[Paper Reading]Are concurrency coverage metrics effective for testing:a comprehensive empirical investigation
About 3 min
They evaluate the effectiveness of concurrency coverage over eight existing metrics. They find that the metrics are moderate to strong predictors of testing effectiveness varies across programs, and can be used for test generation targets.
Paper Summary
Motivation: The effectiveness of concurrency coverage metrics remains largely unexamined.
Contribution:
- Explore the impact of concurrency coverage metrics on testing effectiveness.
- Examine the relationship between coverage, fault detection, and test suite size.
Target:
- Eight existing concurrency coverage.
- Six new metrics formed by combining complementary metrics.
Experiment:
- Use metrics to guide the generation of test cases. Compare these test cases with equal size random test cases. Use mutation testing and real world faults to evaluate the fault detection ability of these test cases.
Result:
- The metrics are moderate to strong predictors of testing effectiveness.
- The metrics are effective at providing test generation targets.
- Metric effectiveness varies across programs.
Highlights for me
What they mentioned | What we can react |
---|---|
Several techniques for detecting concurrency faults | Have a research on them |
Test requirements typically enumerate a set of possible interleavings of synchronization operations or shared variable accesses. | We need to consider these two when designing and discussing my test suite. |
In sharp contrast to work on sequential coverage metrics and the intent of the concurrency metrics, however, the metrics’ results vary across programs. | We need to consider the results of each metric may very across kernels when we apply testing coverage to GPUs |
Word by word
Introduction
- Terms
- Structural coverage metrics: a rough estimate of how well testing has covered a program’s structure
- Concurrency coverage metrics: estimate how well they have exercised concurrent program behaviours.
Problems
Does improving concurrency coverage directly lead to a more effective testing process, or is it merely a by-product of increasing test suite size? 越高的并发覆盖率会使得测试更有效吗?
If yes, what practical gains in testing effectiveness can we expect? 如果有效,有什么好处?
Steps of test case generation techniques for concurrency coverage metrics? 根据测试效果,应该采取什么测试用例生成过程
Their method:
- They apply these 8 metrics to 12 different app.
- Generate test cases for each metric-app pair.
- Measurement:
- The relationships between percentage of test requirements satisfied, the number of test executions, and the fault detection ability of test suites via correlation and linear regression. 检查测试执行满足了多少测试需求
- Compared test suites generated to achieve high coverage against random test suites of equal size. 比较相同大小的高覆盖的用例和随机用例 (为什么这么做)
- Examined the value of combining complimentary concurrency coverage metrics 把几个指标结合使用
- Examined the impact of difficult-to-cover requirements on the testing process. 检查难以覆盖的需求
- We measured fault detection ability using both mutation analysis (systematically seeding concurrency faults) and real-world faults. 用变异测试和真实错误来检验错误发现能力
Results
- Has value in predicting concurrency testing effectiveness and as a target for test case generation. 作为测试用例生成的指标是有效的
- In sharp contrast to work on sequential coverage metrics and the intent of the concurrency metrics, however, the metrics’ results vary across programs. 但与串行化的不同,结果随着程序的不同而不同。
- In particular, we found that the correlation between concurrency coverage and fault detection, while often moderate to strong (i.e., 0.4 to 0.8) and stronger than the relationship between test suite size and fault detection, is occasionally low to non-existent. 并发指标作为测试用例生成,至少比仅用测试用例数量作为指标好。
- In some cases, the results were no better than random testing. 但有时并发指标并不一定有效。
- Combining proposed coverage metrics can alleviate issues involving inconsistency across objects。

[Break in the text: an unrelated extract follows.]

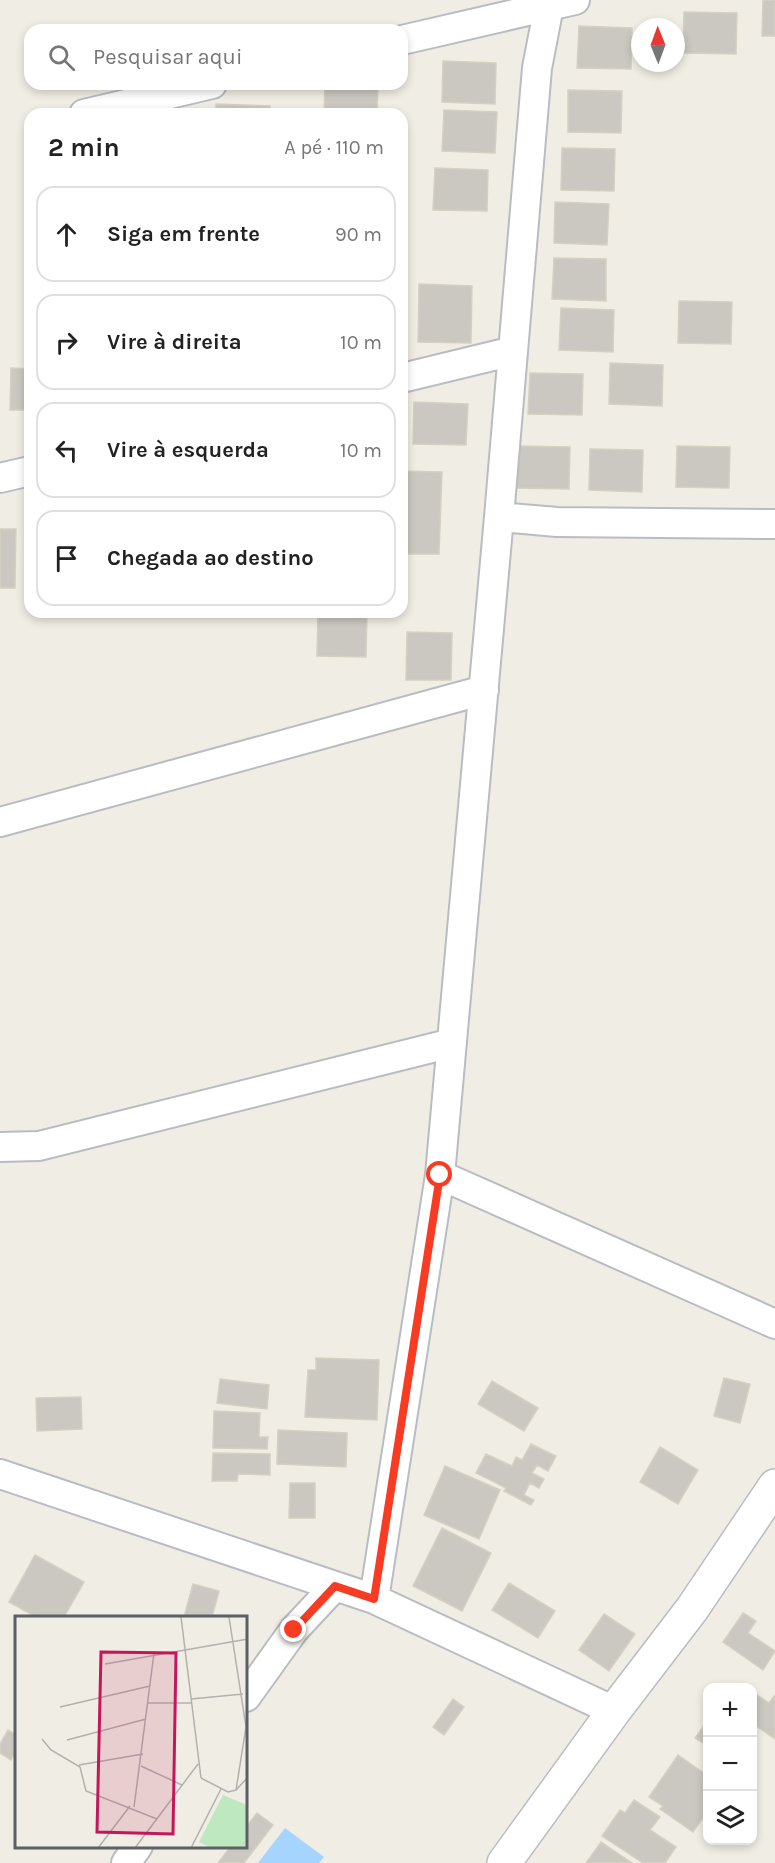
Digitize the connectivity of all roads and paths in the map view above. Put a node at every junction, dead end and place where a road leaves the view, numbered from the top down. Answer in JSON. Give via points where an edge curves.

同时使用多个指标可以缓解随程序而不同的问题
- There still appear to be other factors unaccounted for by the metrics (e.g., configurations of test case generation techniques such as random noise injection probability and length).依旧有其他因素在影响
Background
- Satisfying a test requirement for a concurrent program requires engineers not only to execute specific code elements (generally synchronization and/or shared data access operations) but also to satisfy constraints on thread interactions.